New Year's Eve countdown takes longer due to leap second
Counting down to 2017 will take longer than usual this New Year's Eve as clock experts compensate for a slowdown in the Earth's rotation
To be precise, it will last an extra second.
In a move guaranteed to make revellers' heads spin, time lords at the National Physical Laboratory (NPL) are to introduce a "leap second" after 23:59:59 on December 31.
As a result, clocks striking 00:00:00 will actually be recording a time of 23:59:60 - delaying midnight by a second.
It will be the 27th occasion the NPL has brought in a leap second to ensure that time based on the Earth's rotation does not lag behind time kept by atomic clocks.

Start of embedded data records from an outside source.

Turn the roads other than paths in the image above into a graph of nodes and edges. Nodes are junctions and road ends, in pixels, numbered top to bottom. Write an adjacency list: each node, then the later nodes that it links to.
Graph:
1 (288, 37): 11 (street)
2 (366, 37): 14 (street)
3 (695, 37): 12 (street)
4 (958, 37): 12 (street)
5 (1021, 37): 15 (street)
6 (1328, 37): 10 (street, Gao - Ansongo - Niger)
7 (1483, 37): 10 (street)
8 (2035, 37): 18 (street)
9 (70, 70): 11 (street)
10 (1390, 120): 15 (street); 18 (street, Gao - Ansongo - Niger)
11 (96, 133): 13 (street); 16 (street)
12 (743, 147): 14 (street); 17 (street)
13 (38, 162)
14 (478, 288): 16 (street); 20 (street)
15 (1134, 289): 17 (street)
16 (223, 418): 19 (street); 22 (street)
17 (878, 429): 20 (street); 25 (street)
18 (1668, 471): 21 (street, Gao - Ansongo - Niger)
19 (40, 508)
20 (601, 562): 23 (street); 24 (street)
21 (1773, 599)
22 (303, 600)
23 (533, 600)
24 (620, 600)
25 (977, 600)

The extra seconds are occasionally necessary because of unpredictable changes in the speed at which the Earth turns on its axis.

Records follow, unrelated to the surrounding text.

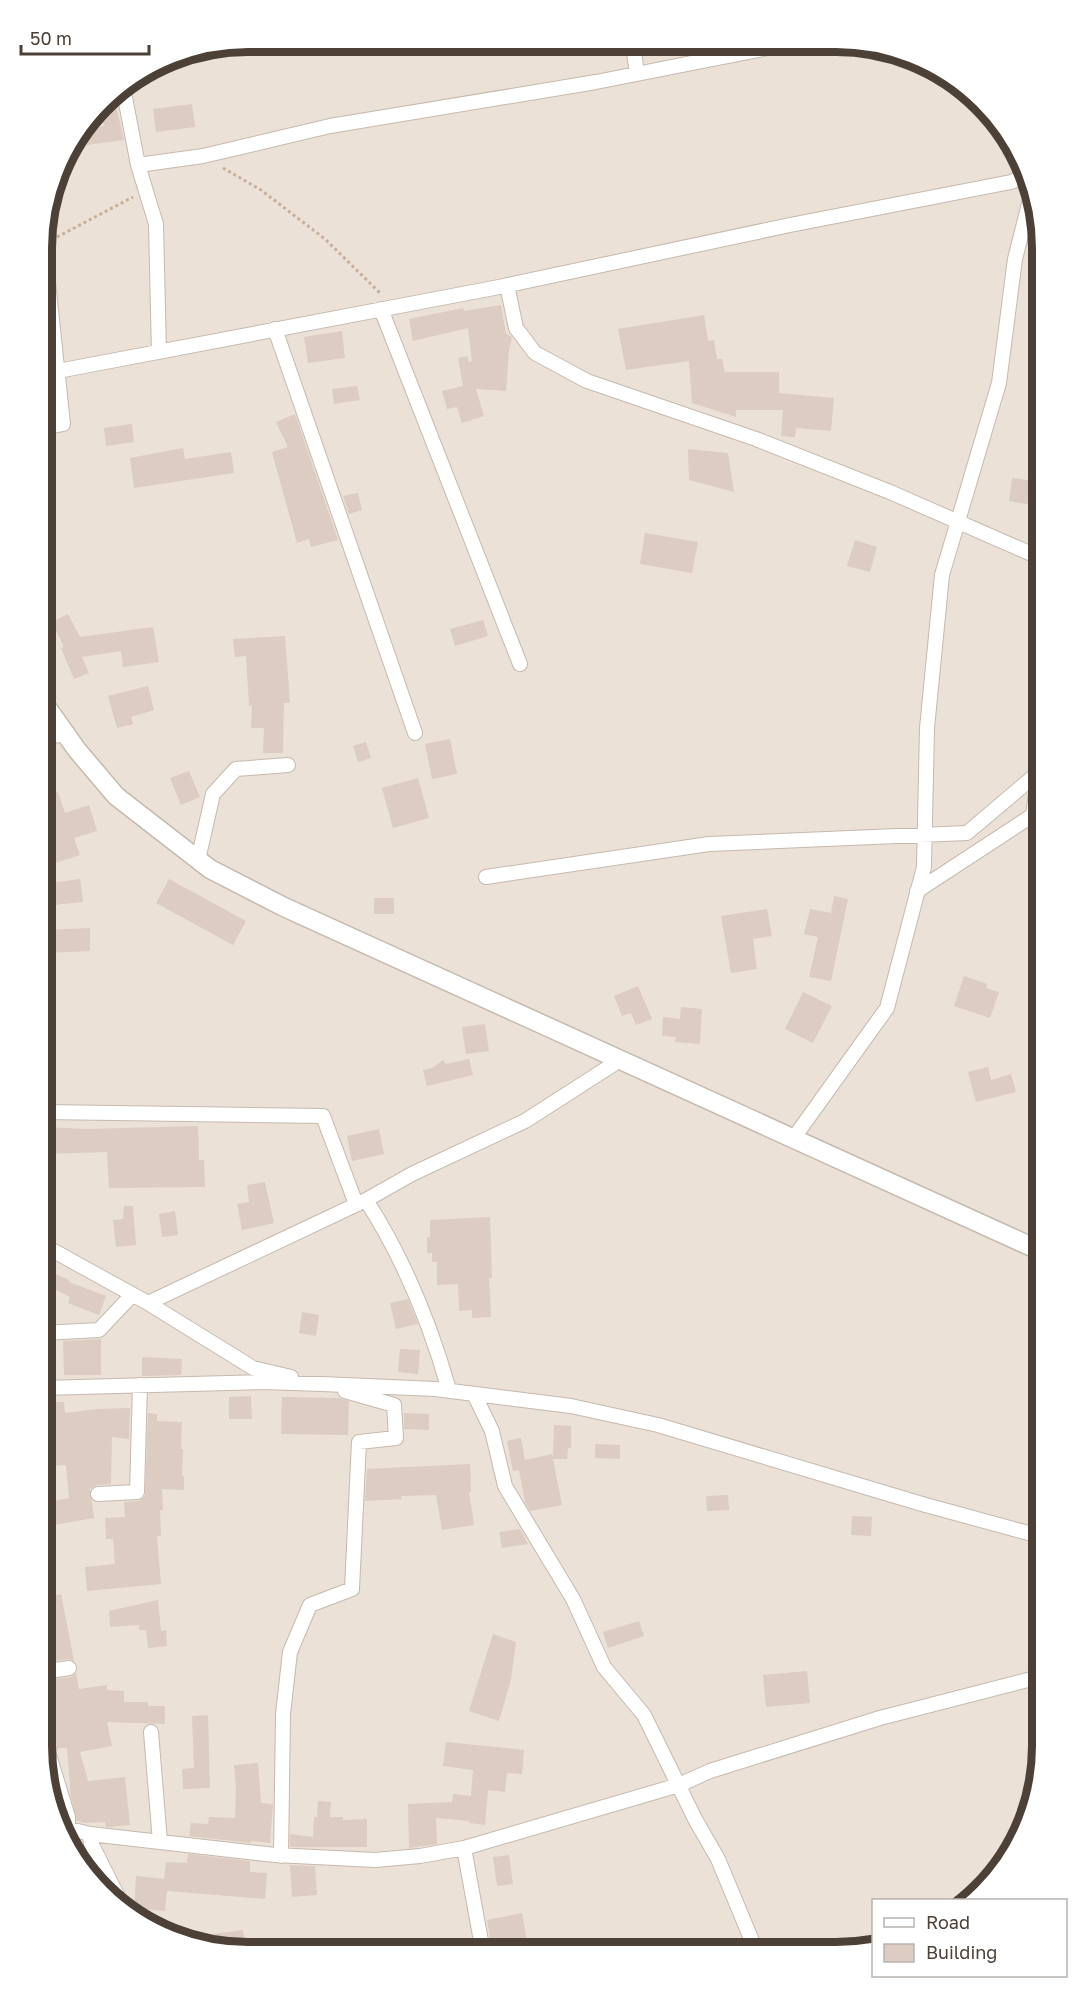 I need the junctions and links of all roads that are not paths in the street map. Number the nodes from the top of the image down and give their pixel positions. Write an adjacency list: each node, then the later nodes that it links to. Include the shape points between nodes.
1 (634, 52): 3 (street)
2 (748, 52): 3 (street)
3 (637, 74): 5 (street, via 330,126 203,156)
4 (125, 97): 5 (street)
5 (138, 165): 12 (street, via 156,224)
6 (1019, 179): 9 (street)
7 (1028, 208): 15 (street, via 1015,259 999,382)
8 (52, 284): 13 (street)
9 (507, 285): 10 (street); 15 (street, via 516,328 535,353 587,381 756,439)
10 (387, 308): 11 (street); 17 (street)
11 (275, 329): 12 (street); 19 (street)
12 (159, 352): 13 (street)
13 (58, 371): 14 (street, via 63,424)
14 (52, 426)
15 (957, 523): 16 (street); 25 (street, via 942,575 927,728)
16 (1033, 555)
17 (520, 664)
18 (52, 715): 20 (street)
19 (415, 733)
20 (66, 735): 21 (street); 26 (street, via 116,796)
21 (52, 736)
22 (288, 765): 26 (street, via 236,769 213,794)
23 (1033, 778): 25 (street, via 967,833)
24 (1033, 815): 28 (street)
25 (925, 835): 27 (street, via 709,844); 28 (street)
26 (198, 860): 29 (street, via 284,907)
27 (486, 877)
28 (918, 891): 31 (street, via 886,1008)
29 (620, 1060): 31 (street); 32 (street, via 525,1121 412,1173)
30 (52, 1112): 32 (street, via 323,1116)
31 (793, 1138): 33 (street)
32 (361, 1202): 36 (street); 41 (street, via 411,1283)
33 (1032, 1247)
34 (52, 1250): 35 (street)
35 (132, 1295): 36 (street); 37 (street, via 99,1330)
36 (148, 1303): 38 (street, via 253,1368)
37 (52, 1332)
38 (322, 1384): 39 (street); 41 (street); 56 (street, via 394,1405 396,1438 359,1442 352,1589 310,1605 290,1652 283,1714)
39 (140, 1385): 40 (street); 43 (street, via 137,1492)
40 (52, 1388)
41 (449, 1390): 42 (street)
42 (474, 1394): 44 (street, via 571,1406 658,1425); 50 (street, via 492,1431 505,1486 573,1599 604,1666 644,1715)
43 (98, 1494)
44 (1032, 1534)
45 (69, 1668): 46 (street)
46 (52, 1671)
47 (1032, 1679): 50 (street, via 880,1718 710,1771)
48 (151, 1732): 54 (street)
49 (54, 1771): 51 (street)
50 (679, 1785): 55 (street); 59 (street, via 718,1859)
51 (67, 1820)
52 (71, 1829): 53 (street)
53 (90, 1834): 54 (street); 57 (street)
54 (160, 1842): 56 (street)
55 (464, 1848): 56 (street, via 375,1860); 58 (street)
56 (281, 1856)
57 (114, 1889)
58 (481, 1942)
59 (752, 1942)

Typically, they are added every two or three years, although the last one was inserted just 18 months ago in June 2015.
NPL, based in Teddington, London, is Britain's national measurement institute and the birthplace of atomic time.

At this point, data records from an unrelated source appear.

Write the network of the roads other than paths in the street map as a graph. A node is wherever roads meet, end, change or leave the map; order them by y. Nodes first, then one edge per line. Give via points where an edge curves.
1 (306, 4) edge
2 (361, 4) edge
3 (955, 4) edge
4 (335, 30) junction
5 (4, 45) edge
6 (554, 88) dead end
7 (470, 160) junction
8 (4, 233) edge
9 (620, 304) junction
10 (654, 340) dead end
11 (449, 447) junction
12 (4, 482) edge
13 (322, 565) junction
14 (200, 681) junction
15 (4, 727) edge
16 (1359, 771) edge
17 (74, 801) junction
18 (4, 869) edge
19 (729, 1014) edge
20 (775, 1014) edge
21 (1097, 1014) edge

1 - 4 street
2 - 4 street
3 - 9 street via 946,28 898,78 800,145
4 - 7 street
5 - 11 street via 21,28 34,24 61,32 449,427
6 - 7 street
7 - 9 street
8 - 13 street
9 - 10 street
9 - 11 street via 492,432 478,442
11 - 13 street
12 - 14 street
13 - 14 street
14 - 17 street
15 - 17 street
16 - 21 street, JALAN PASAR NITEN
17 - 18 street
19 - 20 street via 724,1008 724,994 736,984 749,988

The laboratory is responsible for providing the UK's national time scale - known as UTC(NPL) - which is controlled by atomic clocks that are among the most accurate in the world.
Peter Whibberley, senior research scientist with NPL's time and frequency group, said: "Atomic clocks are more than a million times better at keeping time than the rotation of the Earth, which fluctuates unpredictably.
"Leap seconds are needed to prevent civil time drifting away from Earth time. Although the drift is small - taking around 1,000 years to accumulate a one-hour difference - if not corrected it would eventually result in clocks showing midday before sunrise."
Leap seconds can be a headache for communication networks, financial systems and other applications that rely on precise timing, and must be programmed into computers to avoid mistakes.
The extra seconds are introduced in the last minute of either December or June, or rarely March or September.
It is also possible for a second to be removed from the UTC (Universal Co-ordinated Time) timescale, although this has never happened.
The International Earth Rotation and Reference Systems Service (IERS), based at the Paris Observatory in France, tracks the Earth's rotation and announces when a leap second is needed roughly six months in advance.